Work required. Every line of the records that holds the word "Right" should be copied.

Records to process.

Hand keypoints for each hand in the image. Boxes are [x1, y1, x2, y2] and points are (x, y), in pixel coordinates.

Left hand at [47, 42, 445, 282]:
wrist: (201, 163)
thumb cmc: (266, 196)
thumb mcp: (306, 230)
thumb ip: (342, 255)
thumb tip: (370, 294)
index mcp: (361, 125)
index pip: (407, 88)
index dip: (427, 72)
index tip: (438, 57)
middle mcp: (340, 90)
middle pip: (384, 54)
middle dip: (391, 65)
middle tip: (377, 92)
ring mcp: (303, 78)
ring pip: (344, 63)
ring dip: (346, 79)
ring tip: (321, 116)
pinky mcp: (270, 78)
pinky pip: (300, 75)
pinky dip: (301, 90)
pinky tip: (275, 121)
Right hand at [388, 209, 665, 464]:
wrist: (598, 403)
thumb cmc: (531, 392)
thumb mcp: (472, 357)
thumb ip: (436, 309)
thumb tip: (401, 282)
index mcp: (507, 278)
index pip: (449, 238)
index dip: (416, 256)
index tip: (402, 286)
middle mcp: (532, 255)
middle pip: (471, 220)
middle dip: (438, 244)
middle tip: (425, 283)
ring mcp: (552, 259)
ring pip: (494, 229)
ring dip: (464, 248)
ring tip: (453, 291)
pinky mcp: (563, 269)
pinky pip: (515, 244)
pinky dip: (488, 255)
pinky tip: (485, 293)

...

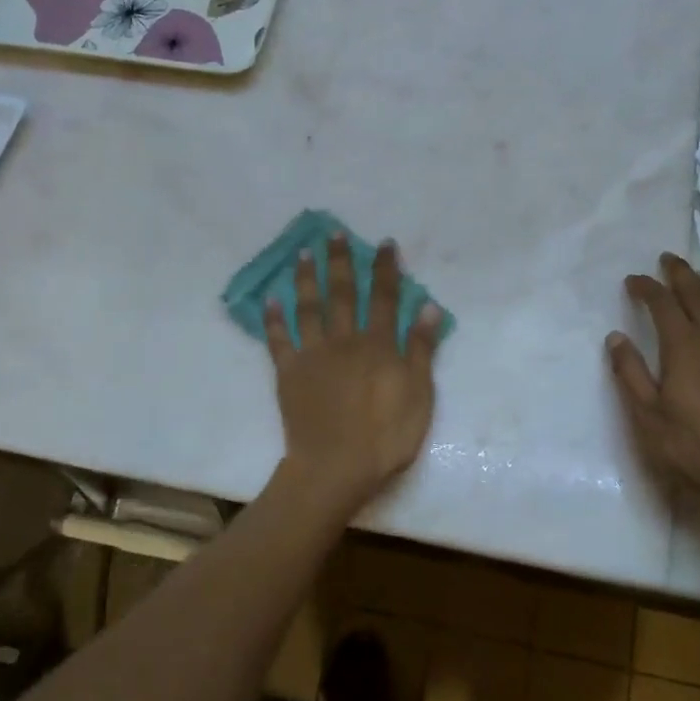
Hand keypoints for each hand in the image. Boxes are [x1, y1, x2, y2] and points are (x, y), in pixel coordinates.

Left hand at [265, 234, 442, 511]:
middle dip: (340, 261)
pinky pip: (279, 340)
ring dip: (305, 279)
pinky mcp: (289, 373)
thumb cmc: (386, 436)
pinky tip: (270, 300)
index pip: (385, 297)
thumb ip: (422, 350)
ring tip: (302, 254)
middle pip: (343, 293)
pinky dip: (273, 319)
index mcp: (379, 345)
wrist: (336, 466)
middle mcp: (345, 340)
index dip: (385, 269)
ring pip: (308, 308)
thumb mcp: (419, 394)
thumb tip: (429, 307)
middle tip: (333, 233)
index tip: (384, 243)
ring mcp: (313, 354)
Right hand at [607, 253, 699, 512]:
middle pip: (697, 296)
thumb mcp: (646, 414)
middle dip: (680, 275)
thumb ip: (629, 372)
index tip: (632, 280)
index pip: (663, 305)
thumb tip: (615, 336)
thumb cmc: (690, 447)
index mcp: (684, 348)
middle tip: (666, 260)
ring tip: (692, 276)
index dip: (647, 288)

==

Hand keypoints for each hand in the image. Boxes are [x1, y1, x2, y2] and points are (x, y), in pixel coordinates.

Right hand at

Task result.
Right hand at [388, 209, 665, 464]:
Right hand at [607, 253, 699, 512]:
Right hand at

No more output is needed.